Centene to Acquire Magellan Health in $2.2 Billion Deal

Insurer Centene Corp. agreed to buy Magellan Health Inc., in a transaction valuing the target company at $2.2 billion, to expand further into mental-health care.

Centene will pay $95 a share in cash, according to a statement on Monday, or 15% above Magellan Health’s closing price on Thursday. The purchase will be primarily funded with debt, and JPMorgan Chase & Co. has provided a bridge financing commitment.

Magellan climbed as much as 12% to $92.80 as of 9:38 a.m. in New York. Centene gained as much as 1.2%.

Centene is a top seller of government-sponsored health plans such as Medicaid and Medicare, and the combination will help it better integrate behavioral health into offerings, executives said.
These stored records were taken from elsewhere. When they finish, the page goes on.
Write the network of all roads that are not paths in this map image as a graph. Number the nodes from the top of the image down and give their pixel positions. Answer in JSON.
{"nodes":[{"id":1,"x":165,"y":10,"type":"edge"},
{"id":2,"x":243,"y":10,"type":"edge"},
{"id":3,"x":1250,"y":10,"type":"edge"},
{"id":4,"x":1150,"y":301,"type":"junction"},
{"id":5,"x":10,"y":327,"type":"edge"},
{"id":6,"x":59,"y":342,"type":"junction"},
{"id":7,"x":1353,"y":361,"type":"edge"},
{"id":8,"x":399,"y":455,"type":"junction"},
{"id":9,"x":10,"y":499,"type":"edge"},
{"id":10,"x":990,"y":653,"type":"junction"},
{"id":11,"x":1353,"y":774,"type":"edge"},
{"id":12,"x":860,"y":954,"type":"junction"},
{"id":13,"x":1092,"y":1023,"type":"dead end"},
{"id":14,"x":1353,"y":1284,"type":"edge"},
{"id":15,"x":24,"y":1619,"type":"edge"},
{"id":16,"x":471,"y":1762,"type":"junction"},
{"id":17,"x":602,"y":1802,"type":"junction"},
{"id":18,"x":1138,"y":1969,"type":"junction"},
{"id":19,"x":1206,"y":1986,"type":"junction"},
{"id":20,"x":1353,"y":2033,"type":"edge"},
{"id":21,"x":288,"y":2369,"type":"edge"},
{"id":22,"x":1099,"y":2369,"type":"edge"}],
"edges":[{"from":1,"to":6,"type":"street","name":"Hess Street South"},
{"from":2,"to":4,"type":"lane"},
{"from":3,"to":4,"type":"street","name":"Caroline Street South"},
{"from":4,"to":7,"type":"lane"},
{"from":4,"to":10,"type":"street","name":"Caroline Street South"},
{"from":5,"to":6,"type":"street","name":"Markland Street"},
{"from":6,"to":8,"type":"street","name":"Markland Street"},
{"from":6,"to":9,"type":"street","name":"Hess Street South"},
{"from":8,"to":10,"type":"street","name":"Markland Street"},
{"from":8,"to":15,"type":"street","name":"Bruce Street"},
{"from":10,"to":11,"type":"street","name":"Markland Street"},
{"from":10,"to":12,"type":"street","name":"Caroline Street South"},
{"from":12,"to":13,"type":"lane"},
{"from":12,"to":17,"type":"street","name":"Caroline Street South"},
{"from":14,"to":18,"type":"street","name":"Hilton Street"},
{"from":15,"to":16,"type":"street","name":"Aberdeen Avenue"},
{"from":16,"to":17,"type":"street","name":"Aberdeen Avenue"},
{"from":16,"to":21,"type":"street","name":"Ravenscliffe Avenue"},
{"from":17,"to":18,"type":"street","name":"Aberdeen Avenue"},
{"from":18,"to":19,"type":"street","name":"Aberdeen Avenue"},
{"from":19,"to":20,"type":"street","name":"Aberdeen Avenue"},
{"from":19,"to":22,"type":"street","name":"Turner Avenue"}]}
Magellan manages specialty care, including treatments for mental health and substance use disorders, for insurers and other customers.

“There is a critical need for a fundamentally better approach to supporting people with complex, chronic conditions through better integration of physical and mental health care” Michael F. Neidorff, Centene’s chief executive officer, said in the statement. “This has become even more evident in light of the pandemic.”

Triple Costs

Patients’ medical costs can double or triple when combined with behavioral health conditions, Neidorff said on a call with analysts. Health plans and employers in the past turned to entities like Magellan to manage behavioral health separately from medical care, carving out a portion of insurance premiums for that purpose.
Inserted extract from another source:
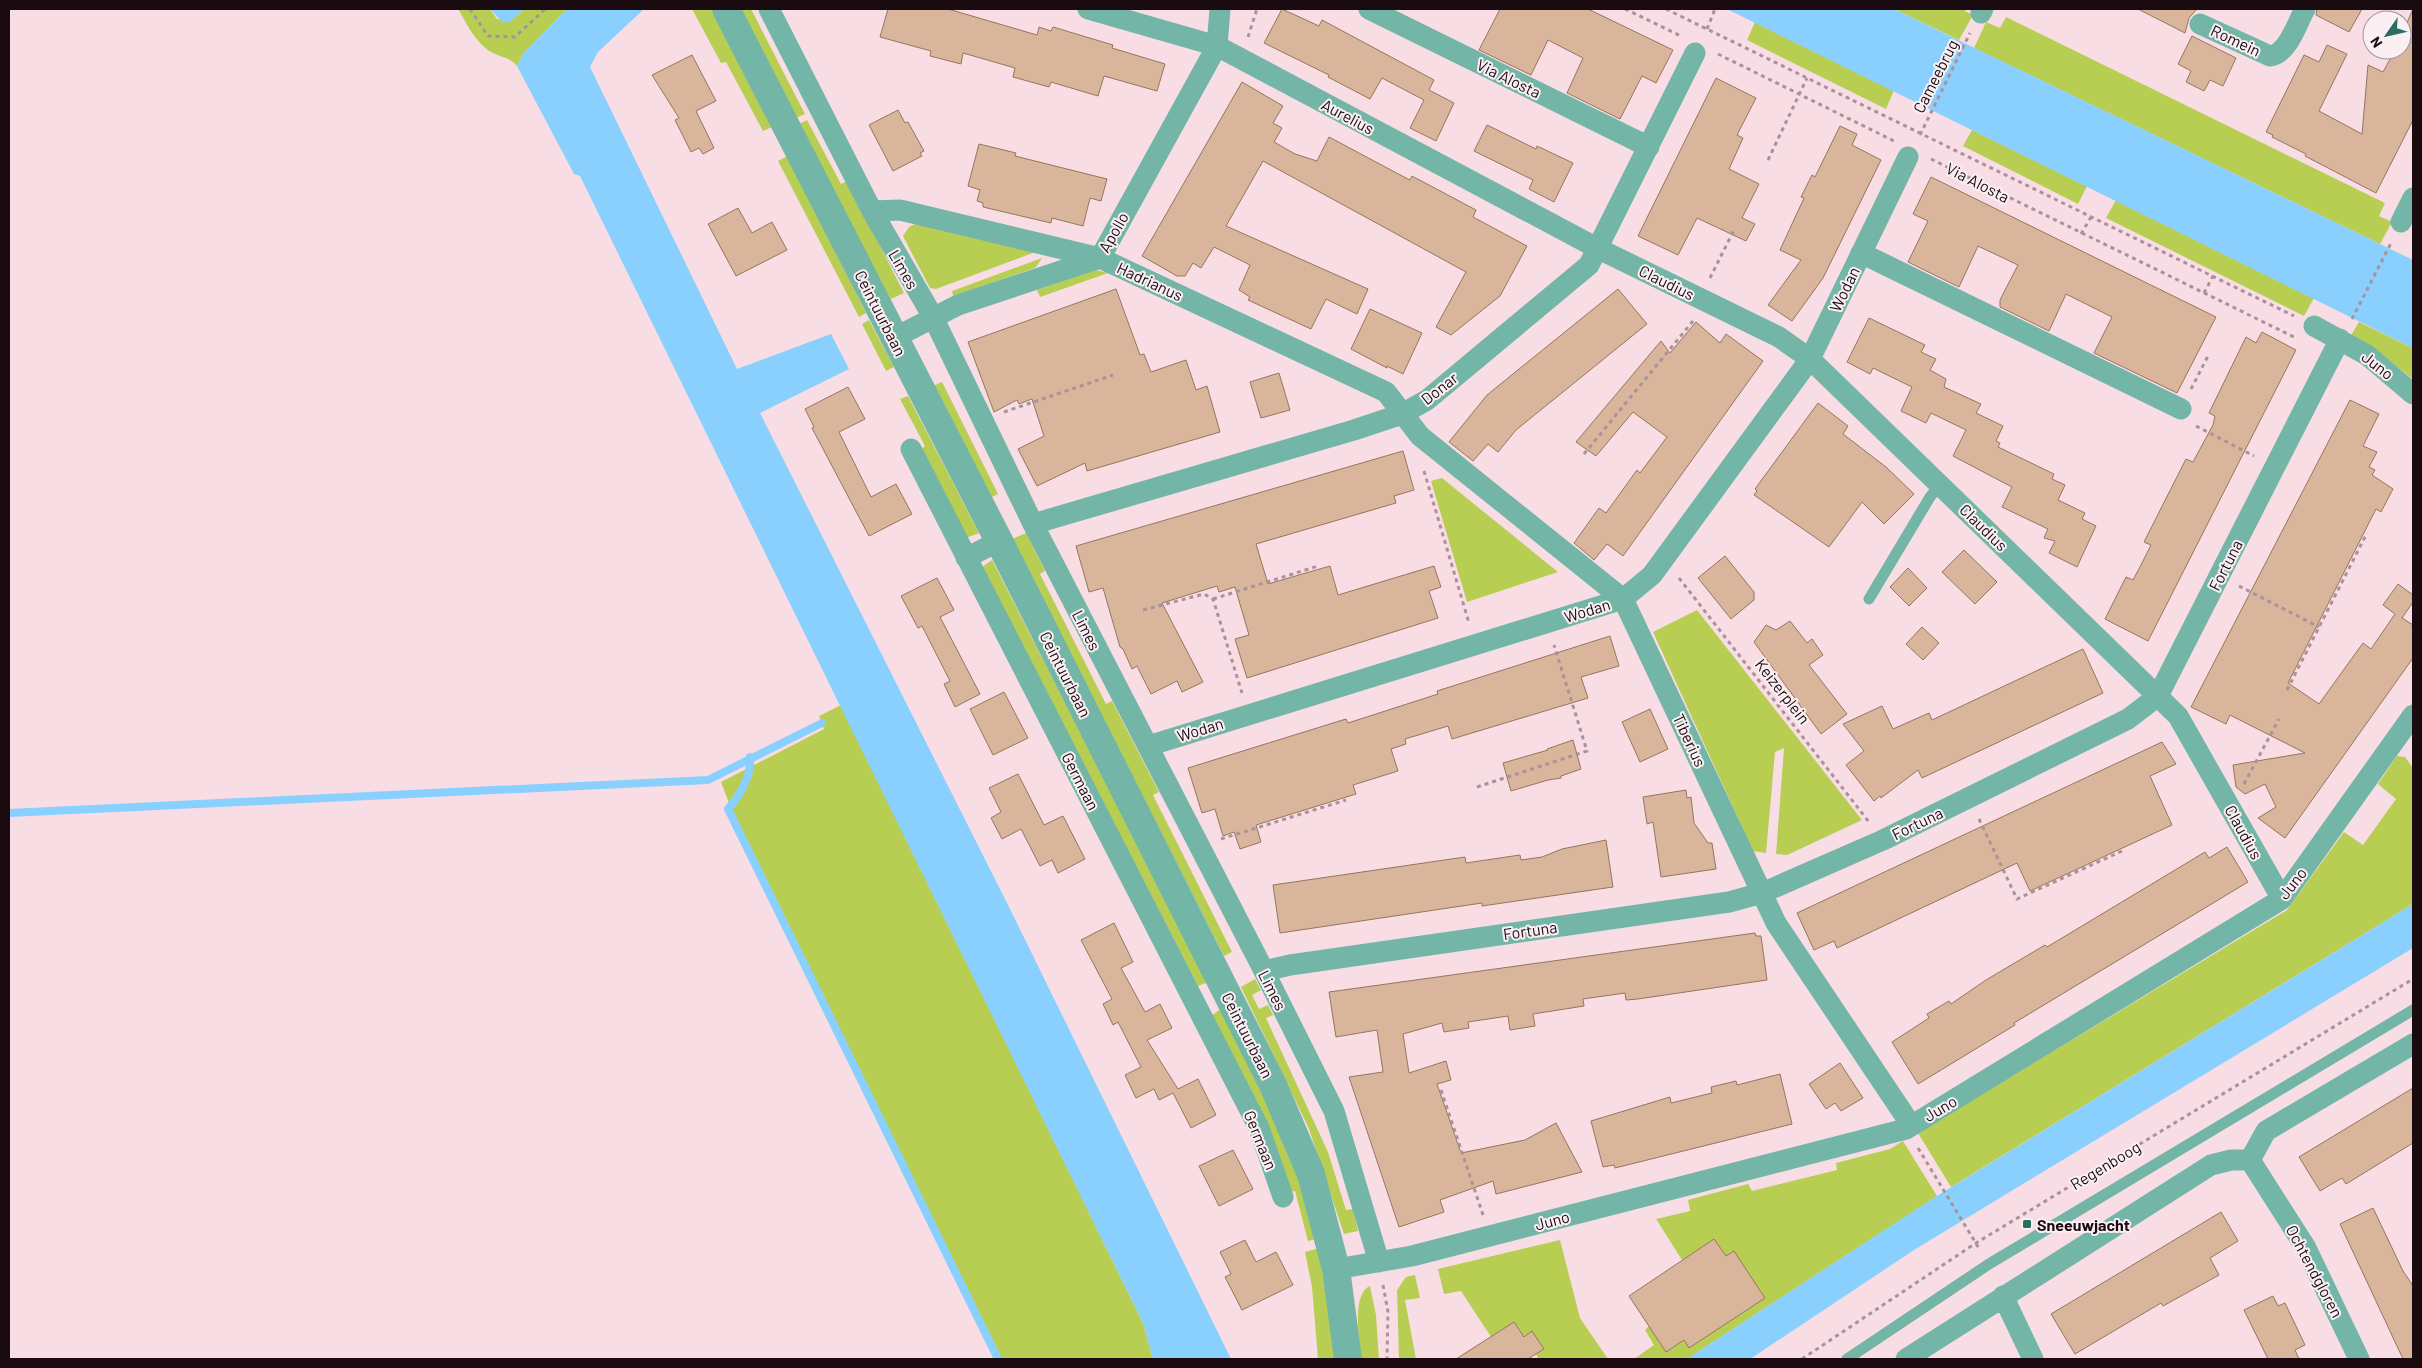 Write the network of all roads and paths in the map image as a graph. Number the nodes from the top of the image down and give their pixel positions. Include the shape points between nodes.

More recently, the industry has promoted integrating medical, behavioral, and pharmacy care, with one entity managing all three benefits. Insurers have moved to consolidate medical plans with pharmacy benefit managers and other specialty health benefits businesses. Anthem Inc. last year purchased a competitor to Magellan, Beacon Health Options.

Neidorff said in an interview that he envisions pairing behavioral and medical interventions together more seamlessly. For example, when a patient is newly diagnosed with diabetes or cancer, they might get referred to a psychologist as well, he said.
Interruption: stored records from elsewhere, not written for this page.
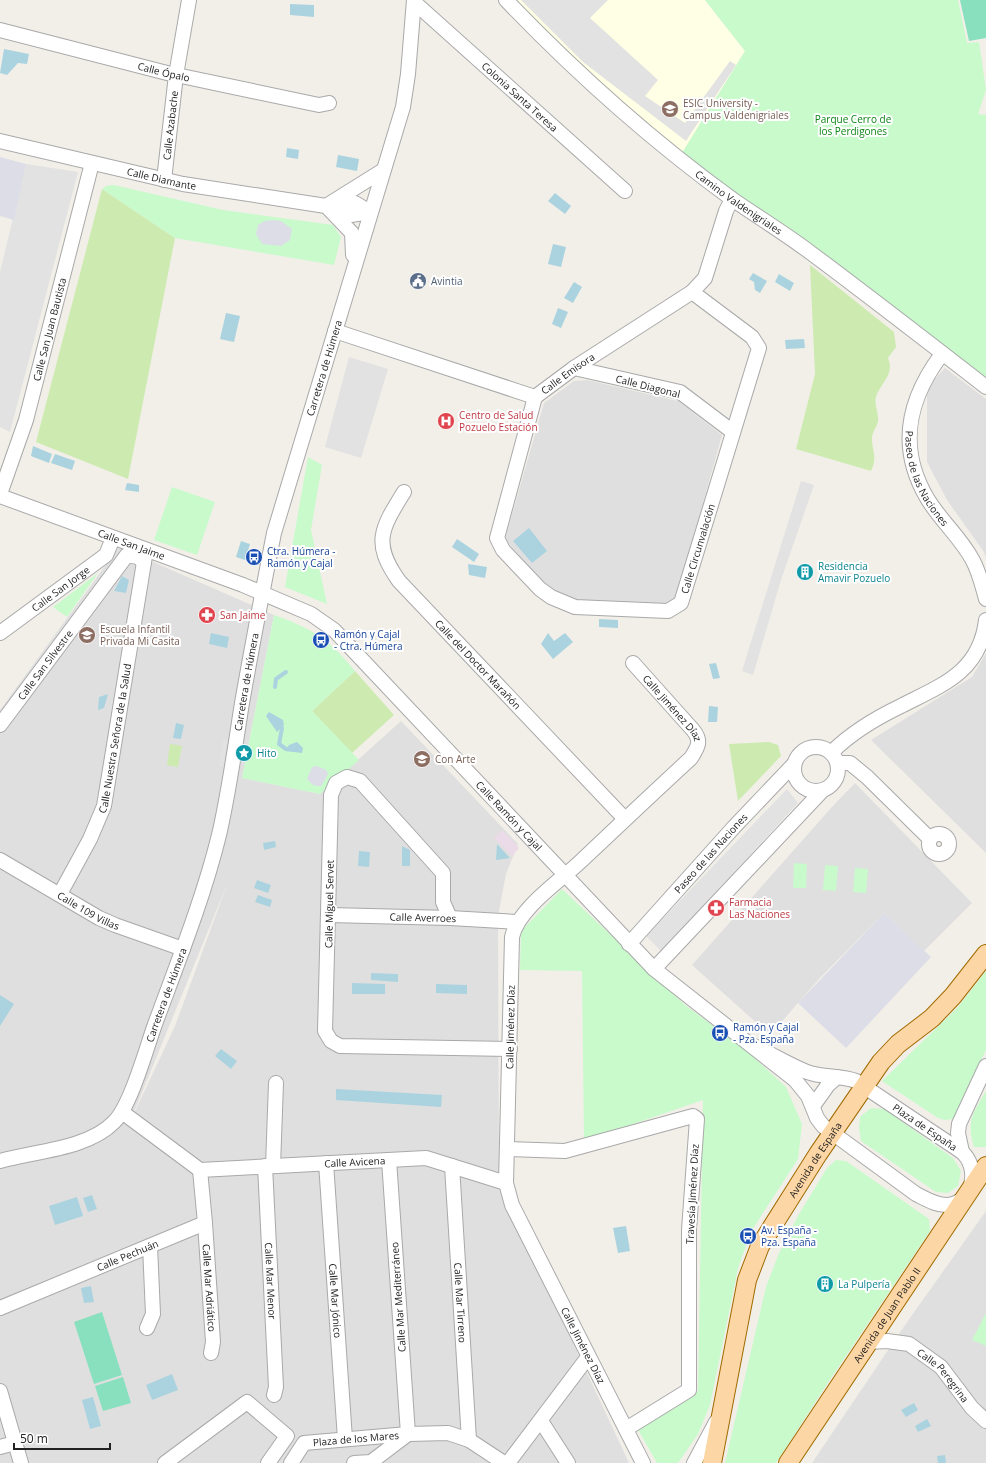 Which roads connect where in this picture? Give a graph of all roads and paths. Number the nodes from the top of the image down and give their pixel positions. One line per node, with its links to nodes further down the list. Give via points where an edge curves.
1 (189, 0): 5 (street, Calle Azabache)
2 (506, 0): 12 (street, Camino Valdenigriales, via 566,61)
3 (414, 1): 9 (street, Carretera de Húmera, via 403,107); 11 (street, Colonia Santa Teresa)
4 (0, 30): 5 (street, Calle Ópalo)
5 (176, 75): 6 (street, Calle Ópalo, via 319,104); 10 (street, Calle Azabache)
6 (329, 103)
7 (0, 141): 8 (street, Calle Diamante)
8 (92, 163): 10 (street, Calle Diamante); 24 (street, Calle San Juan Bautista, via 26,420)
9 (382, 171): 13 (street); 14 (street, Carretera de Húmera)
10 (164, 180): 13 (street, Calle Diamante)
11 (625, 191)
12 (732, 199): 16 (street, Calle Emisora, via 705,278); 18 (street, Camino Valdenigriales, via 810,252)
13 (326, 206): 14 (street, Calle Diamante, via 351,215); 15 (street, via 352,233)
14 (370, 212): 15 (street, Carretera de Húmera)
15 (353, 268): 17 (street, Carretera de Húmera)
16 (692, 292): 19 (street, Calle Emisora); 22 (street, Calle Circunvalación, via 752,337 759,348)
17 (335, 331): 21 (street, Calle Emisora); 29 (street, Carretera de Húmera, via 274,533)
18 (942, 354): 20 (street, Camino Valdenigriales); 30 (street, Paseo de las Naciones, via 915,399 910,422 910,459 927,499 971,558)
19 (574, 368): 21 (street, Calle Emisora); 22 (street, Calle Diagonal, via 680,392)
20 (986, 387)
21 (535, 397): 22 (street, Calle Circunvalación, via 497,538 503,550 540,589 551,597 575,607 668,611 681,603)
22 (733, 432)
23 (404, 492): 38 (street, Calle del Doctor Marañón, via 387,520 382,537 390,568 467,654)
24 (0, 495): 25 (street, Calle San Jaime)
25 (113, 538): 26 (street); 27 (street, Calle San Jaime)
26 (106, 555): 27 (street, via 114,558); 32 (street, Calle San Jorge)
27 (125, 555): 28 (street, Calle San Jaime); 34 (street, Calle San Silvestre)
28 (145, 556): 29 (street, Calle San Jaime, via 243,585); 42 (street, Calle Nuestra Señora de la Salud, via 104,806 90,839)
29 (261, 594): 41 (street, Calle Ramón y Cajal, via 311,614 340,635); 47 (street, Carretera de Húmera, via 219,834)
30 (986, 599)
31 (986, 620): 35 (street, via 982,640 975,656 964,669 931,692 871,722 852,735)
32 (0, 633)
33 (632, 663): 38 (street, Calle Jiménez Díaz, via 699,737 699,744 691,758)
34 (0, 725)
35 (835, 758): 36 (street, Paseo de las Naciones, via 823,748 808,748); 37 (street, via 838,775 833,784); 39 (street, via 850,763 867,777)
36 (794, 764): 37 (street, via 794,772 800,785 806,790); 46 (street, Paseo de las Naciones)
37 (821, 792): 49 (street)
38 (625, 819): 41 (street, Calle Jiménez Díaz)
39 (930, 839)
40 (0, 860): 42 (street, Calle 109 Villas)
41 (564, 874): 45 (street, Calle Jiménez Díaz); 46 (street, Calle Ramón y Cajal)
42 (60, 894): 47 (street, Calle 109 Villas, via 115,925)
43 (329, 915): 44 (street, Calle Averroes); 44 (street, Calle Miguel Servet, via 332,795 336,783 347,777 360,781 443,873 444,902); 51 (street, Calle Miguel Servet, via 325,1031 331,1041 340,1046)
44 (450, 918): 45 (street, Calle Averroes)
45 (517, 922): 51 (street, Calle Jiménez Díaz, via 512,937)
46 (629, 944): 49 (street, Calle Ramón y Cajal)
47 (183, 949): 57 (street, Carretera de Húmera)
48 (986, 954): 55 (main road, Avenida de España, via 953,996 932,1018 898,1044)
49 (654, 969): 50 (street, Calle Ramón y Cajal)
50 (754, 1046): 53 (street, Calle Ramón y Cajal, via 808,1072); 56 (street, Calle Ramón y Cajal, via 795,1080)
51 (510, 1049): 59 (street, Calle Jiménez Díaz)
52 (986, 1066): 60 (street, via 959,1124)
53 (837, 1077): 55 (street, Plaza de España, via 847,1077); 56 (street)
54 (276, 1083): 64 (street, Calle Mar Menor)
55 (864, 1085): 58 (main road, Avenida de España); 60 (street, Plaza de España)
56 (813, 1106): 58 (street, via 817,1118)
57 (122, 1112): 61 (street, Carretera de Húmera, via 106,1130 86,1140); 67 (street)
58 (833, 1133): 69 (street, via 916,1194 930,1201 949,1205); 79 (main road, Avenida de España, via 760,1246 747,1280)
59 (508, 1149): 68 (street, Calle Jiménez Díaz); 82 (street, Travesía Jiménez Díaz, via 565,1151 692,1116 697,1119 689,1230 689,1390)
60 (962, 1152): 69 (street, Plaza de España, via 970,1162 973,1172 972,1182)
61 (1, 1158)
62 (389, 1160): 63 (street, Calle Avicena); 65 (street, Calle Avicena, via 426,1158); 83 (street, Calle Mar Mediterráneo)
63 (326, 1163): 64 (street, Calle Avicena); 84 (street, Calle Mar Jónico)
64 (269, 1166): 67 (street, Calle Avicena); 78 (street, Calle Mar Menor, via 276,1387)
65 (452, 1166): 68 (street, Calle Avicena); 85 (street, Calle Mar Tirreno)
66 (986, 1166): 69 (main road, Avenida de Juan Pablo II)
67 (200, 1170): 70 (street)
68 (506, 1182): 76 (street, Calle Jiménez Díaz, via 512,1205)
69 (966, 1194): 74 (main road, Avenida de Juan Pablo II)
70 (205, 1223): 71 (street, Calle Pechuán); 75 (street, Calle Mar Adriático, via 213,1342)
71 (150, 1246): 72 (street, Calle Pechuán); 73 (street, via 153,1314)
72 (0, 1308)
73 (147, 1328)
74 (868, 1342): 81 (street, Calle Peregrina, via 909,1344 941,1367 972,1408); 99 (main road, Avenida de Juan Pablo II)
75 (211, 1353)
76 (588, 1357): 80 (street); 82 (street, Calle Jiménez Díaz)
77 (0, 1391): 86 (street)
78 (274, 1396)
79 (722, 1409): 97 (street, Avenida de España); 98 (main road, Avenida de España)
80 (541, 1421): 94 (street); 95 (street)
81 (986, 1421)
82 (626, 1429): 96 (street, Calle Jiménez Díaz)
83 (408, 1434): 84 (street, Plaza de los Mares); 85 (street, Plaza de los Mares, via 448,1433); 92 (street, Plaza de los Mares, via 371,1462)
84 (345, 1439): 91 (street, Plaza de los Mares, via 304,1443)
85 (469, 1440): 93 (street, Plaza de los Mares)
86 (15, 1443): 87 (street); 88 (street)
87 (0, 1447)
88 (21, 1463)
89 (165, 1463): 90 (street, via 247,1402 287,1436)
90 (268, 1463)
91 (291, 1463)
92 (354, 1463)
93 (504, 1463)
94 (508, 1463)
95 (568, 1463)
96 (643, 1463)
97 (694, 1463)
98 (712, 1463)
99 (788, 1463)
“I want that family to have access to the psychological help they need to deal with it,” he said. “In the longer term, it reduces costs.”

Magellan CEO Ken Fasola will stay on, and the unit will continue to operate independently within Centene after the transaction, the companies said.

Centene has increased revenue from $23 billion in 2015 to about $111 billion expected in 2020 through a series of large health plan acquisitions. Last week the company closed the acquisition of Pantherx, a specialty pharmacy focused on rare diseases.

The Magellan deal is expected to close in the second half of 2021, the companies said. It will add slightly to Centene’s earnings in the first full year, Neidorff said.

Announced on the first business day of the year, the deal picks up where 2020 left off in terms of mergers. Health-care companies announced $362.7 billion of deals last year, data compiled by Bloomberg show. In December, AstraZeneca Plc agreed to acquire rare-disease specialist Alexion Pharmaceuticals Inc. for $39 billion deal in the industry’s biggest transaction of 2020.